Creative names for Nextcloud prevents auto-detection

Quix0r · August 13, 2023, 2:02pm

For some software I need to identify used/installed software on servers. Many people left nextcloud alone and didn’t touch there anything. But I have there 360 other cases where they have changed it.

My question here is: How I safely detect Nextcloud as nextcloud and not some other fancy name? Please take a look at this as an example: https://cloud.teamtammo.com

It is to your eye Nextcloud, for sure YOU can see it. But how can a software detect this as nextcloud?

Edit: There is a /.well-known/x-nodeinfo2 for “auto-detection” of software. Maybe by default always fill it out properly? Older ways are fetching /.well-known/nodeinfo first and then taking the href element your software supports (by protocol version).

Edit2: Possible solution candidate: Add <meta property="og:platform" content="nextcloud" /> to the HTML code.

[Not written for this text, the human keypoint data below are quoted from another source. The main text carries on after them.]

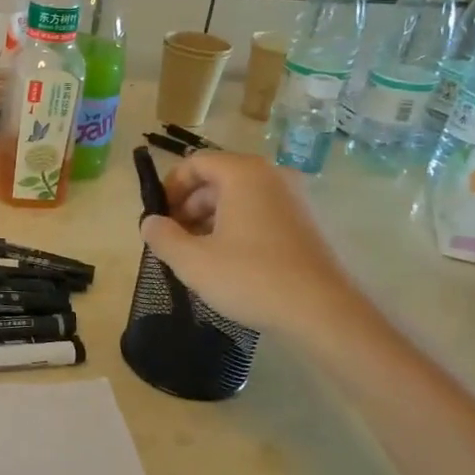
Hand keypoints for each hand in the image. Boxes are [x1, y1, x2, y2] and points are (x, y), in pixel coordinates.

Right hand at [140, 151, 360, 341]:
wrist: (324, 312)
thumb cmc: (252, 278)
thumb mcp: (193, 261)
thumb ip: (162, 237)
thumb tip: (150, 222)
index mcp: (244, 174)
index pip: (196, 162)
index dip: (170, 187)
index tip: (157, 217)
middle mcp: (272, 176)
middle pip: (218, 178)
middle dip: (189, 205)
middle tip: (174, 238)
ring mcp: (295, 199)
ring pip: (240, 197)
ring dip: (211, 219)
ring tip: (197, 253)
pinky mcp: (307, 223)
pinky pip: (261, 212)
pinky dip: (238, 227)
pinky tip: (229, 261)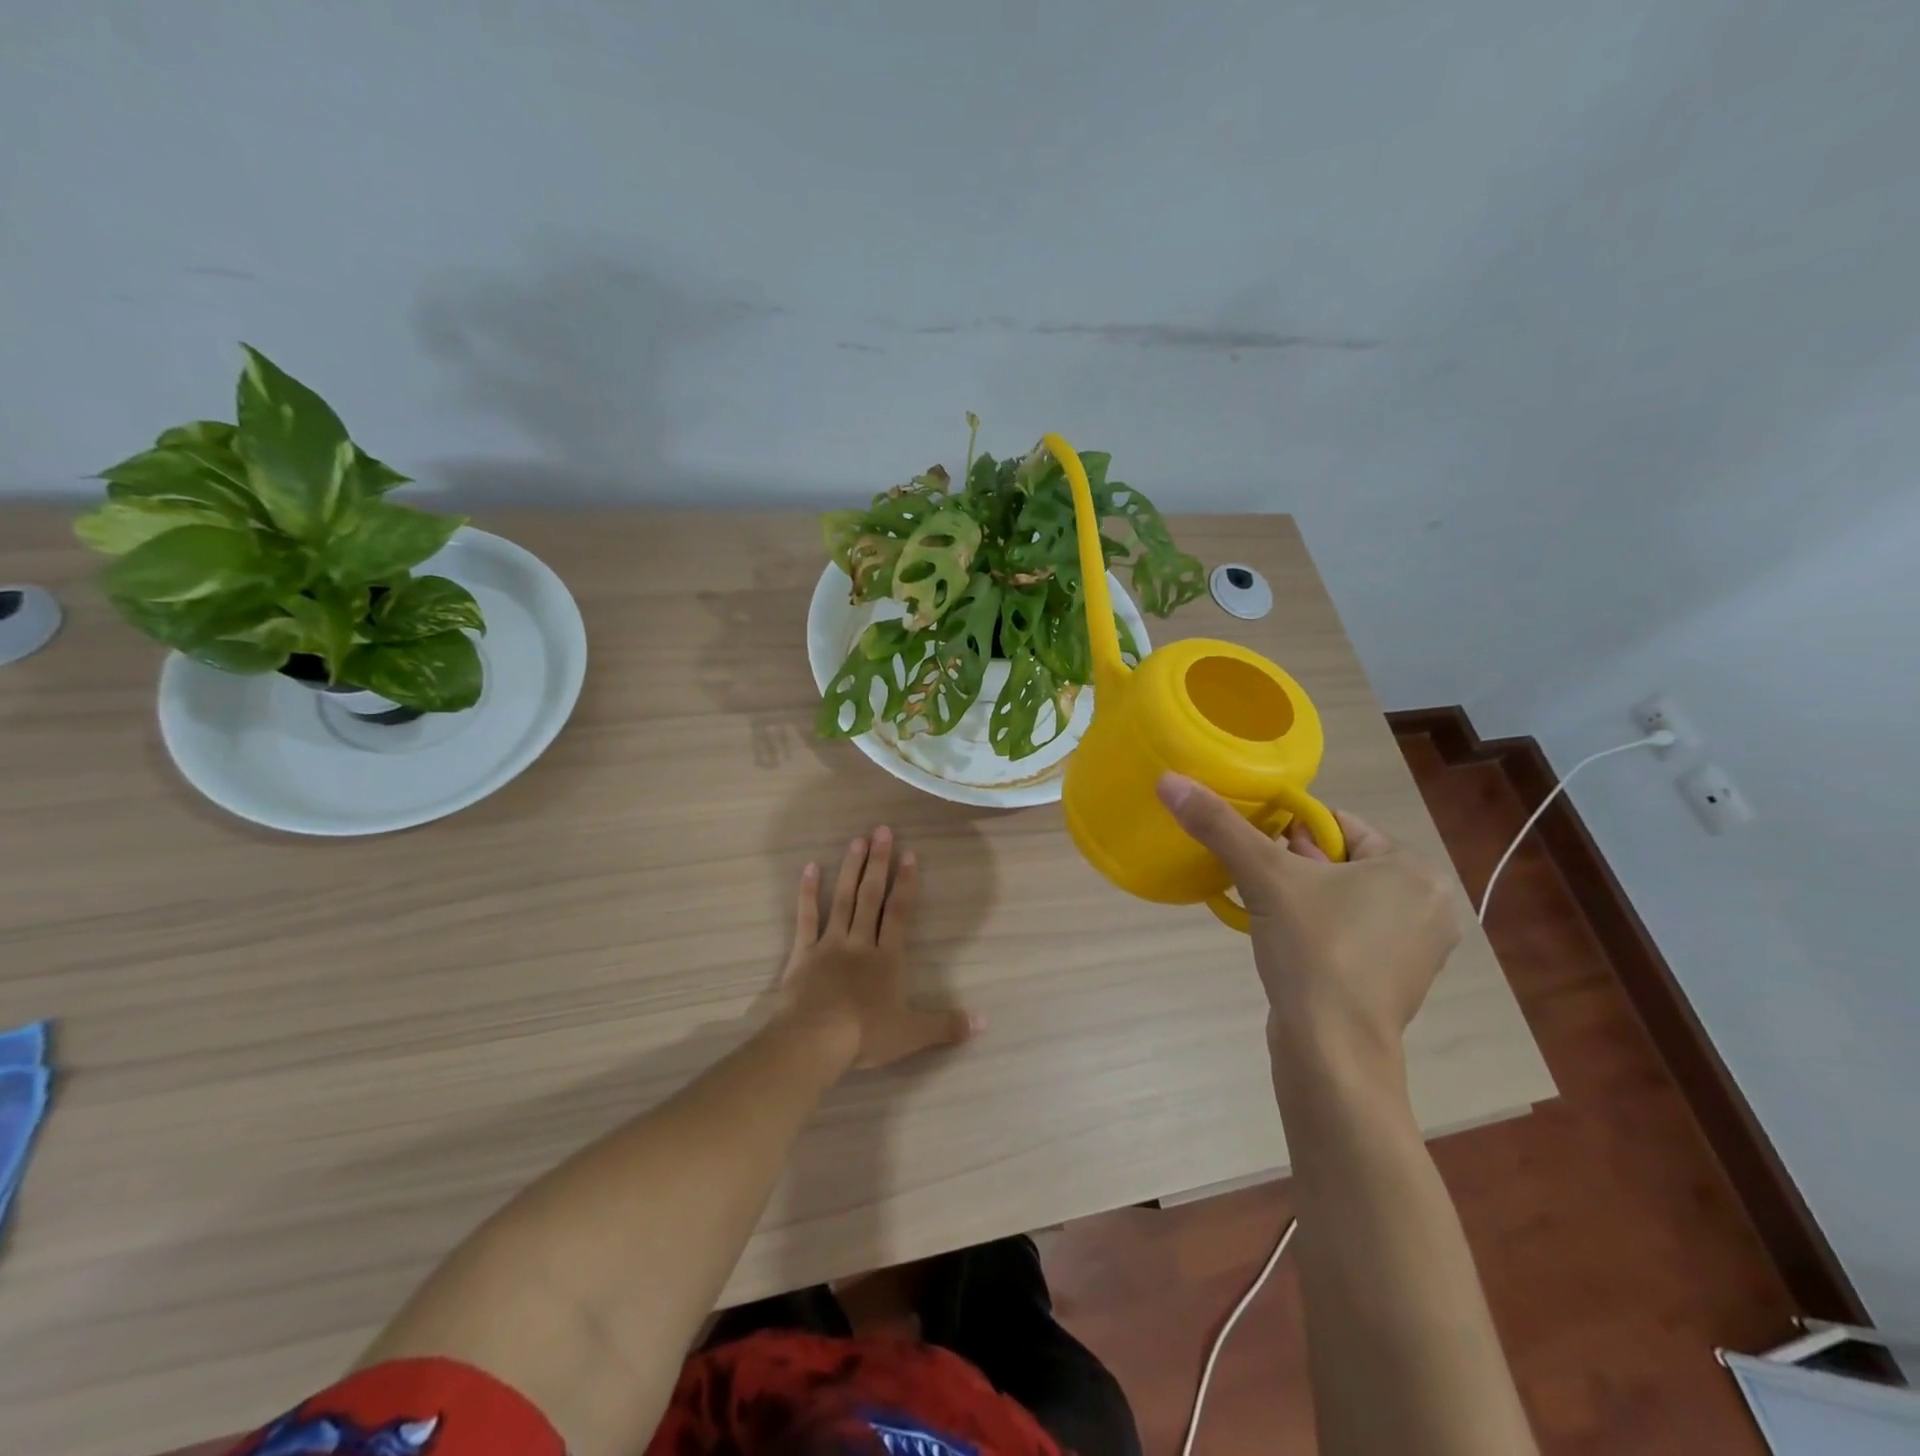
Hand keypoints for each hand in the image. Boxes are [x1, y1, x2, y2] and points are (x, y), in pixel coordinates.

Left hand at [778, 826, 980, 1071]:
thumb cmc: (865, 1035)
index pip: (899, 913)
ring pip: (842, 900)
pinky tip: (809, 868)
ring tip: (857, 840)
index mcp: (887, 959)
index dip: (906, 884)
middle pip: (870, 897)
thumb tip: (984, 1022)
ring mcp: (830, 945)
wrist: (815, 1040)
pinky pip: (806, 919)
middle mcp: (860, 943)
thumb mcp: (912, 1034)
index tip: (909, 854)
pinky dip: (807, 894)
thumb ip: (947, 1025)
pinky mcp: (803, 954)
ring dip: (850, 869)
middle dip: (878, 863)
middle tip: (882, 830)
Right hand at [1155, 774, 1461, 1062]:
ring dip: (1301, 896)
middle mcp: (1430, 905)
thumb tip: (1170, 780)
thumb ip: (1219, 825)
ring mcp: (1418, 948)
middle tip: (1259, 882)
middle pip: (1340, 860)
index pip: (1339, 825)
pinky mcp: (1398, 980)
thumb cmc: (1314, 951)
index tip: (1257, 850)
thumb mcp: (1264, 878)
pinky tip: (1287, 942)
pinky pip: (1350, 931)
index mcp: (1415, 870)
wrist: (1332, 1051)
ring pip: (1343, 896)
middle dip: (1294, 865)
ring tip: (1267, 911)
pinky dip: (1317, 927)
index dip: (1290, 830)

bb77 · August 13, 2023, 3:25pm

Maybe this is of any help… https://cloud.teamtammo.com/status.php

Quix0r · August 13, 2023, 3:48pm

Yes, that response does contain nextcloud. The thing here is, it isn’t auto-detectable and it doesn’t have the same structure as nodeinfo JSON responses have. So I have to add /status.php as possible path + also productname as a possible key too look for. At first glance it looks good, but at second it means the software has to send out yet another request to the server (already done many before, like /nodeinfo/2.1.json, /nodeinfo/2.1 and same with older versions). At lot of these requests can be saved actually by providing /.well-known/nodeinfo or /.well-known/x-nodeinfo2 at least and properly formatted JSON response.

Quix0r · August 13, 2023, 3:51pm

Please take a look here: https://f.haeder.net/.well-known/nodeinfo

This is a very typical reply. When you follow both rel (only description of the JSON) and href (the actual reply) you can see very common responses. These only cost 2 requests or even only one to /.well-known/x-nodeinfo2. That is my point here, to keep sent requests low.

bb77 · August 13, 2023, 4:16pm

I’m not an expert on the topic. However, as far as I understand it (I could be wrong though), the nodeinfo is about providing metadata about protocols a server is running in order for software to know how interact with it, and not nececessarly to provide information about specific software products running on that server.

Sounds almost like someone is trying to fly under the radar…

Quix0r · August 13, 2023, 4:19pm

I just try to be nice to administrators.

Please take a look here:
https://f.haeder.net/nodeinfo/1.0

You can see there the JSON element software and then name (my software ignores version). That gives away enough info to know what software is running there.

bb77 · August 13, 2023, 4:37pm

As I said, I’m not an expert, but afaik nodeifo is only provided if an app is running on the server that uses something like Activity Pub, e.g when the Nextcloud Social app is installed. This would look as follows:

Version	"2.0"
software	
name	"Nextcloud Social"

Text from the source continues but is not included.